EXERCISE — Every record is to be duplicated exactly as it reads, without its images.

INPUT MATERIAL —

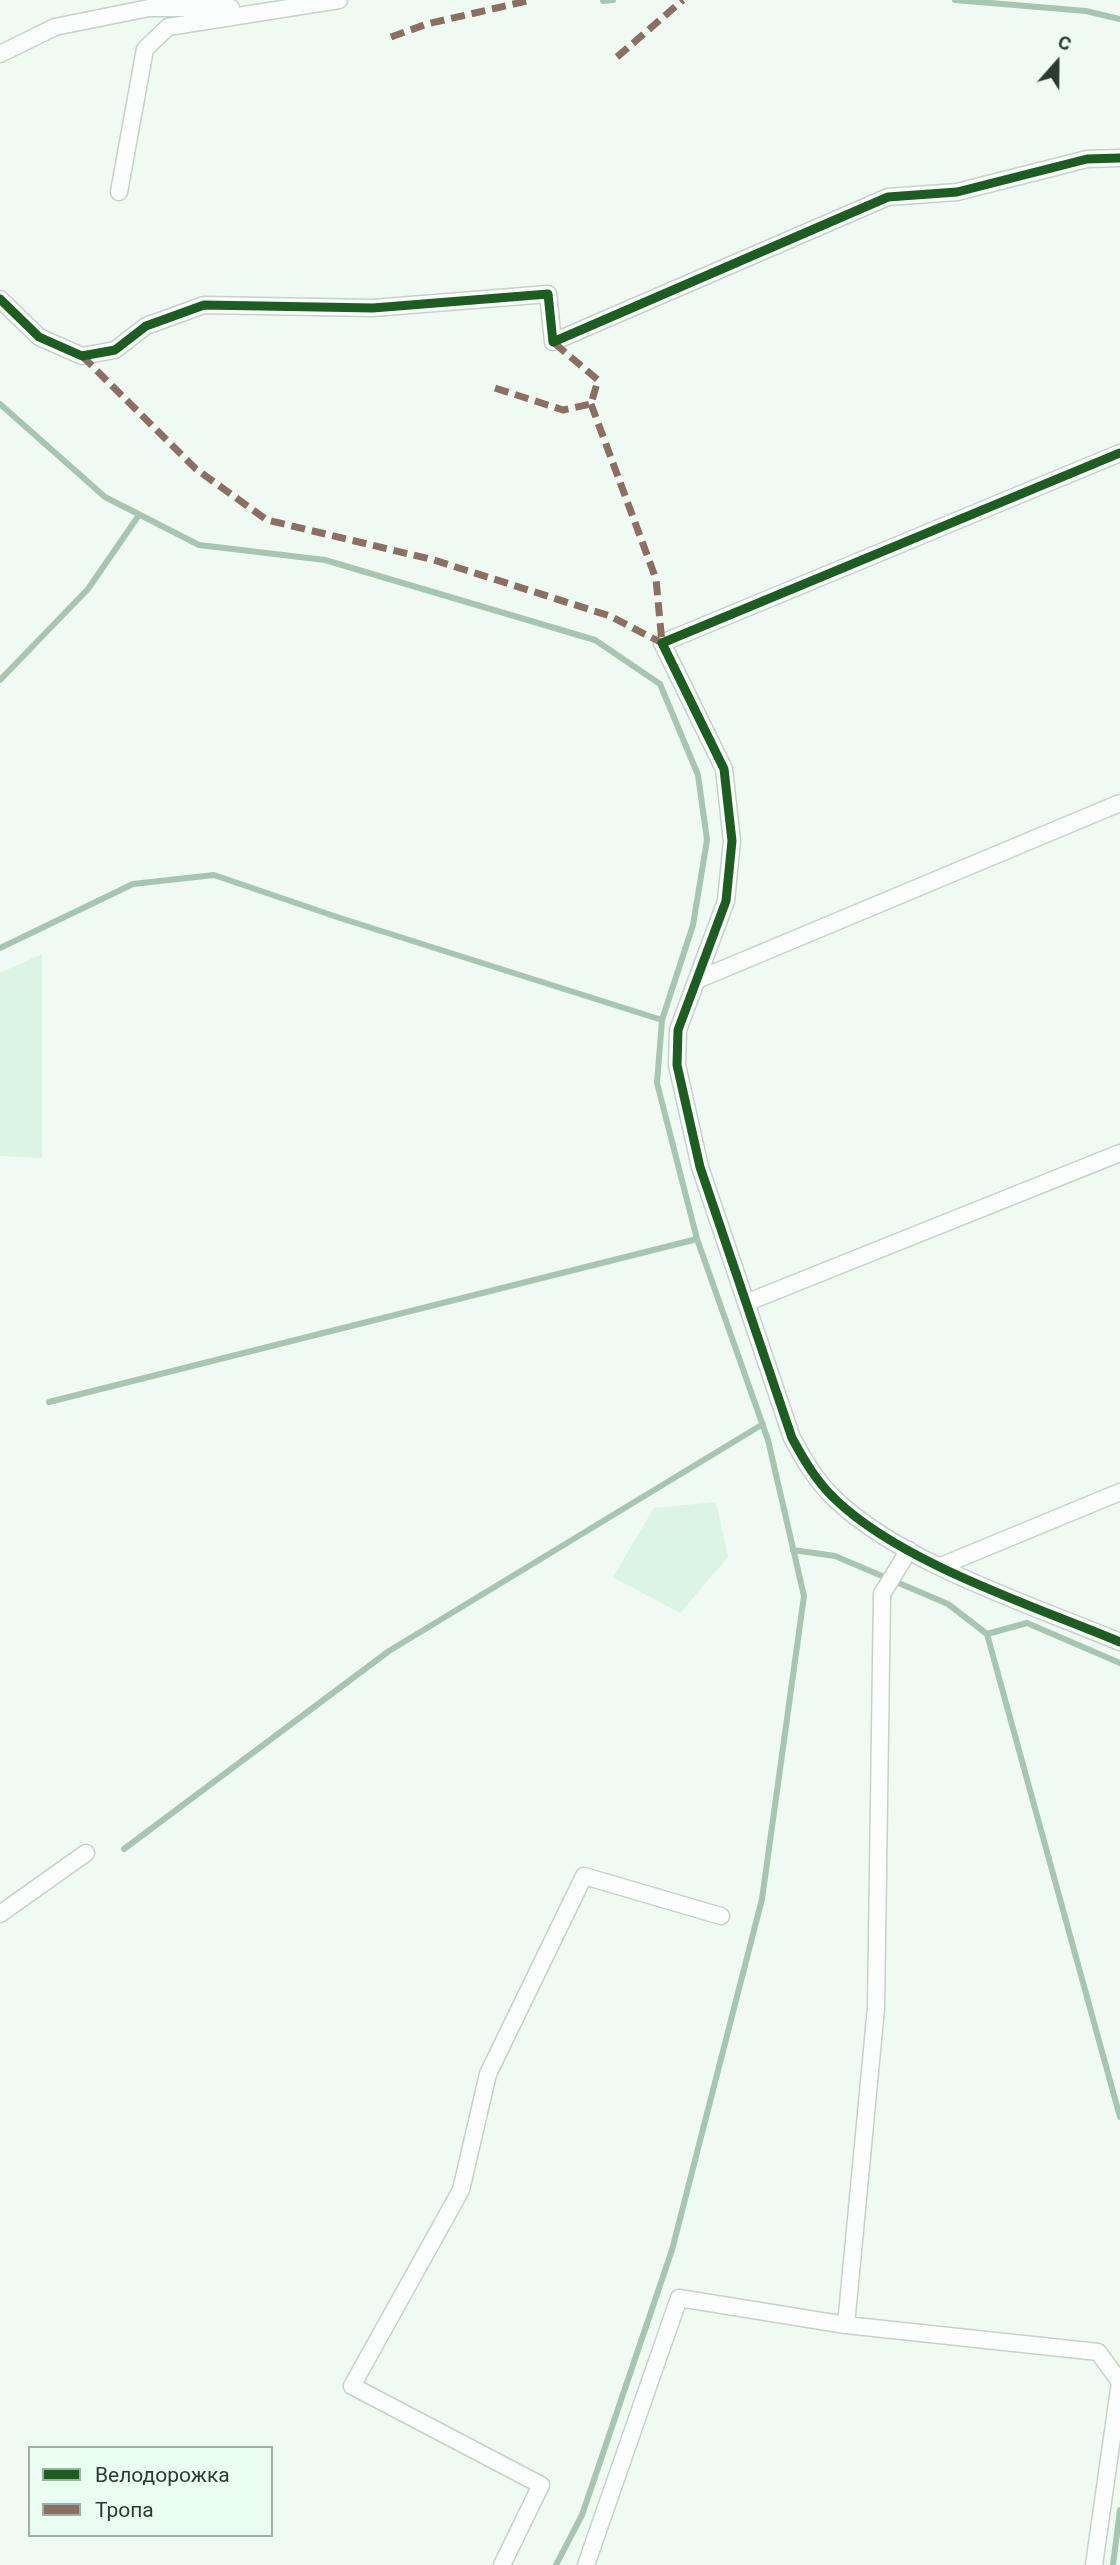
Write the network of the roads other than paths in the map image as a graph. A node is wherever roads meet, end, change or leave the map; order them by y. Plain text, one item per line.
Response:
1 (339, 0) edge
2 (273, 8) junction
3 (0, 54) edge
4 (1120, 158) edge
5 (119, 192) dead end
6 (0, 299) edge
7 (1120, 453) edge
8 (1120, 803) edge
9 (698, 980) junction
10 (1120, 1153) edge
11 (748, 1302) junction
12 (1120, 1492) edge
13 (909, 1550) junction
14 (941, 1566) junction
15 (1120, 1642) edge
16 (86, 1853) dead end
17 (0, 1914) edge
18 (721, 1916) dead end
19 (846, 2325) junction
20 (502, 2565) edge
21 (586, 2565) edge
22 (1094, 2565) edge

1 - 2 street
2 - 3 street
2 - 5 street
4 - 6 street
7 - 9 street
8 - 9 street
9 - 11 street
10 - 11 street
11 - 13 street
12 - 14 street
13 - 14 street
13 - 19 street
14 - 15 street
16 - 17 street
18 - 20 street
19 - 21 street
19 - 22 street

OUTPUT FOR THIS EXERCISE —
Write the network of the roads other than paths in the map image as a graph. A node is wherever roads meet, end, change or leave the map; order them by y. Plain text, one item per line.
Response:
1 (339, 0) edge
2 (273, 8) junction
3 (0, 54) edge
4 (1120, 158) edge
5 (119, 192) dead end
6 (0, 299) edge
7 (1120, 453) edge
8 (1120, 803) edge
9 (698, 980) junction
10 (1120, 1153) edge
11 (748, 1302) junction
12 (1120, 1492) edge
13 (909, 1550) junction
14 (941, 1566) junction
15 (1120, 1642) edge
16 (86, 1853) dead end
17 (0, 1914) edge
18 (721, 1916) dead end
19 (846, 2325) junction
20 (502, 2565) edge
21 (586, 2565) edge
22 (1094, 2565) edge

1 - 2 street
2 - 3 street
2 - 5 street
4 - 6 street
7 - 9 street
8 - 9 street
9 - 11 street
10 - 11 street
11 - 13 street
12 - 14 street
13 - 14 street
13 - 19 street
14 - 15 street
16 - 17 street
18 - 20 street
19 - 21 street
19 - 22 street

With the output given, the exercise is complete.